Aussi, même pour qui ne serait pas un fan inconditionnel du style Kojima (on peut lui reprocher ses blagues graveleuses et l’hypersexualisation de ses personnages féminins), il faut reconnaître que lui et ses équipes ont su créer un univers passionnant, avec des gimmicks reconnaissables entre mille. Le créateur s’amuse aussi au travers de dialogues, de situations cocasses ou de personnages hauts en couleur à imposer un style, une vision.
L’héritage
Véritable tournant dans la carrière de son créateur, Metal Gear Solid a aussi été un tournant dans le parcours de nombreux joueurs. Il est de ces jeux qui transcendent le média par leur propos et la richesse de leur écriture. Et Kojima est plus complexe qu’il n’y paraît ; s’il critique les affres de la guerre, il glorifie par la même occasion l’image du soldat au travers de Snake. Pas celui qui exécute bêtement, mais celui qui se remet, lui et ses actes, en question. Il n’est pas antimilitariste ni anti-arme, mais juge ce qui est juste ou non dans un conflit et c’est un parti marqué et marquant de l’auteur.
Sous ses allures de simple jeu d’action-infiltration, Metal Gear Solid est un jeu d’auteur. Des messages distillés de partout, un game design unique pour l’époque, une narration dense et riche, un gameplay émergent au rendez-vous… oui, MGS est un chef-d’œuvre, un titre qui a laissé une trace indélébile dans l’histoire du jeu vidéo. De plus, Kojima a réussi à mettre des méchas là-dedans et à s’adjoindre les services de l’un des meilleurs chara-designers de son époque, Yoji Shinkawa, à qui il faut rendre un bel hommage.

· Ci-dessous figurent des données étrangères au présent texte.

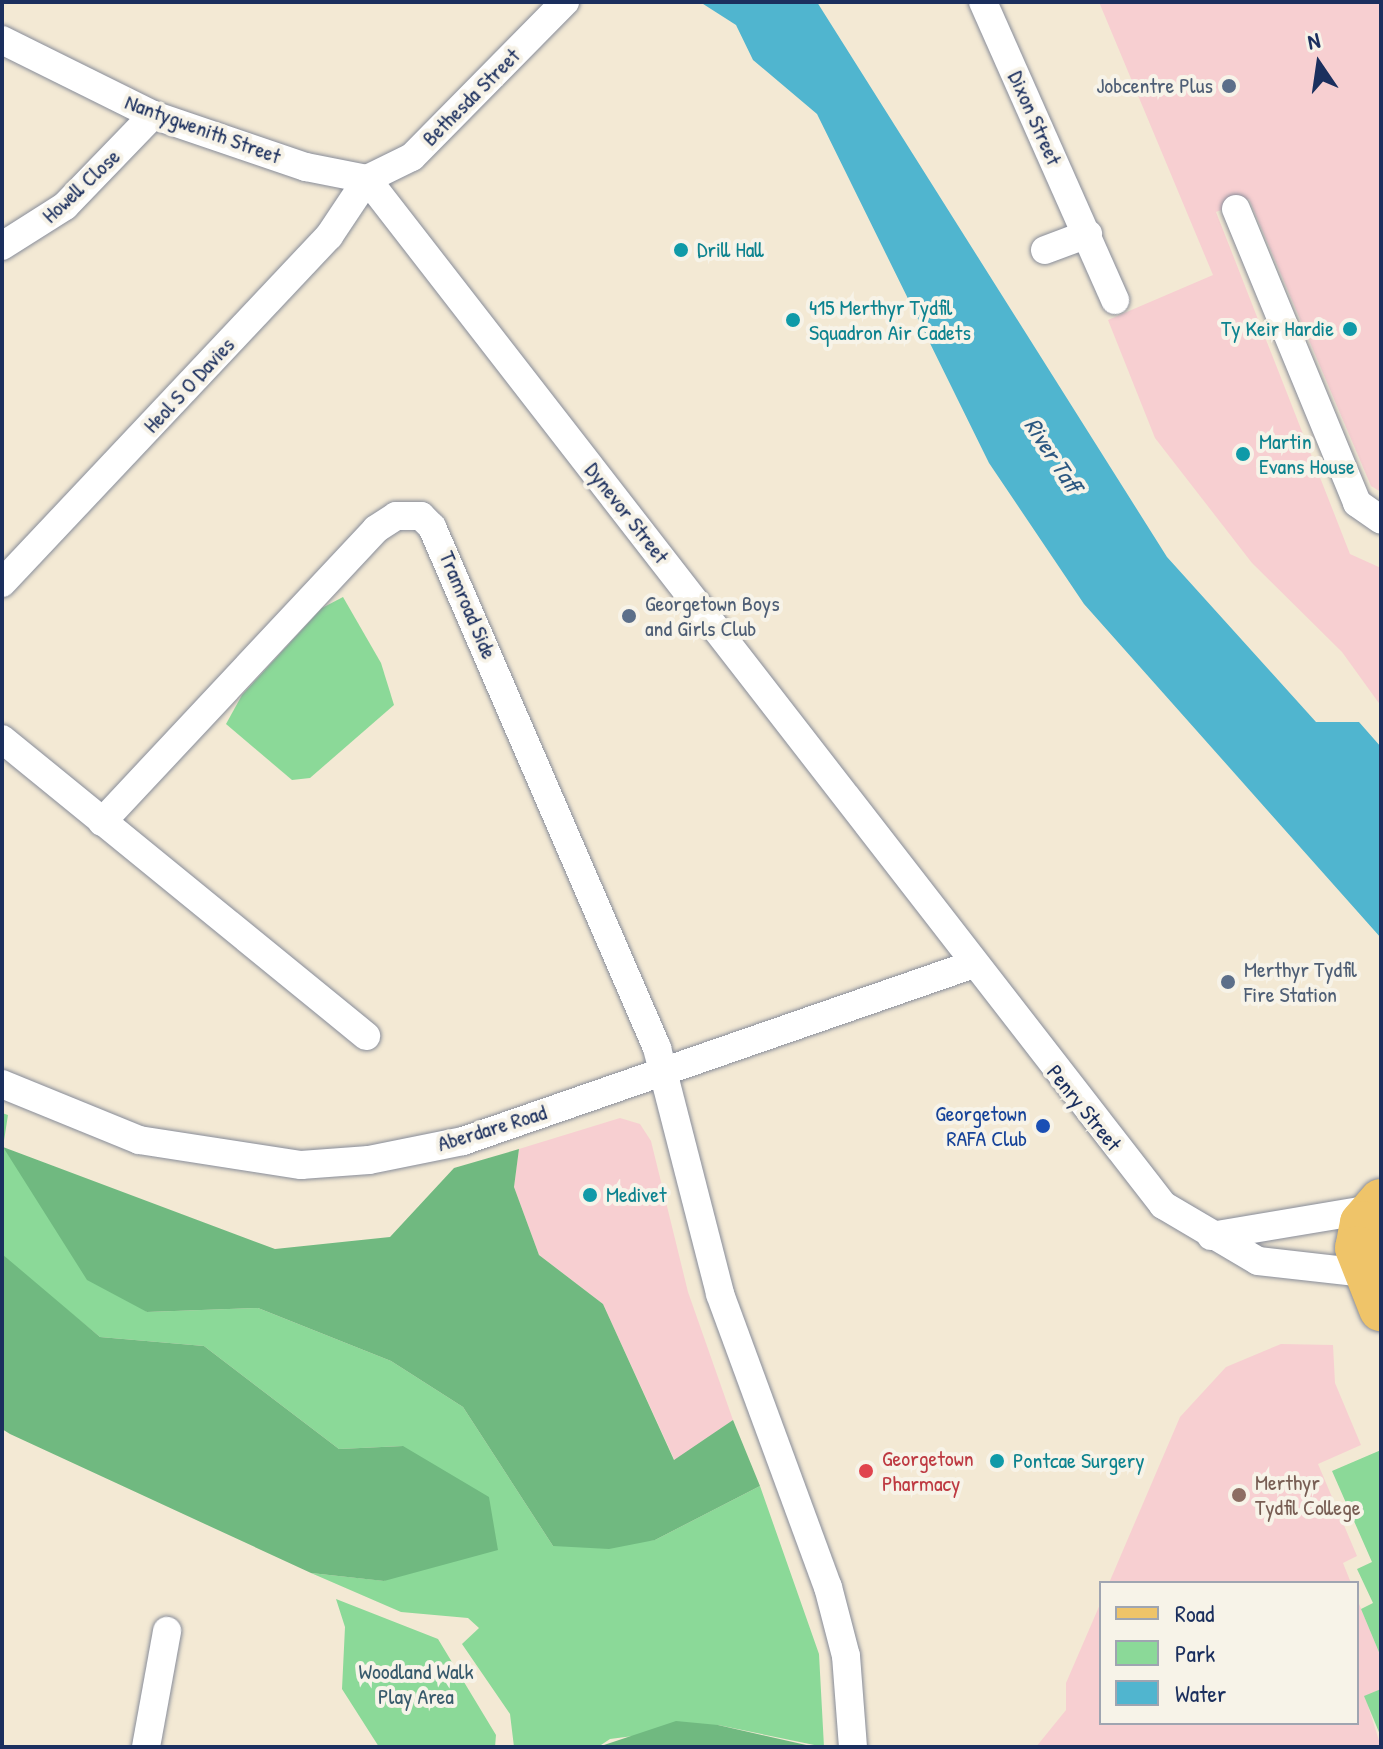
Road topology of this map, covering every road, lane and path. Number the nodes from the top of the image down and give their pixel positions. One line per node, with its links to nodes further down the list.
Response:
1 (565, 2): 5 (street, Bethesda Street)
2 (983, 2): 7 (street, Dixon Street)
3 (2, 40): 4 (street, Nantygwenith Street)
4 (153, 115): 5 (street, Nantygwenith Street); 8 (street, Howell Close)
5 (367, 179): 12 (street, Heol S O Davies); 15 (street, Dynevor Street)
6 (1236, 209): 11 (street)
7 (1088, 234): 9 (street); 10 (street, Dixon Street)
8 (2, 246)
9 (1045, 250)
10 (1115, 300)
11 (1381, 520)
12 (2, 583)
13 (2, 739): 14 (street)
14 (102, 822): 16 (street); 17 (street, Tramroad Side)
15 (971, 965): 17 (street, Aberdare Road); 20 (street, Penry Street)
16 (366, 1036)
17 (663, 1069): 18 (street, Aberdare Road); 24 (street)
18 (2, 1084)
19 (1377, 1205): 20 (street); 21 (main road)
20 (1211, 1236): 21 (street, Penry Street)
21 (1373, 1291)
22 (167, 1631): 23 (street)
23 (146, 1747)
24 (853, 1747)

Son héritage, ses suites, son concept et sa mise en scène n’ont jamais été égalés ou dépassés par nul autre que son créateur. Snake est devenu l’un des personnages les plus emblématiques du jeu vidéo, se permettant même des apparitions dans d’autres licences comme Smash Bros. ou Soul Calibur. Kojima est féru de cinéma et il est probablement celui qui a réussi à le marier au mieux au jeu vidéo. Et pour cela, chapeau bas.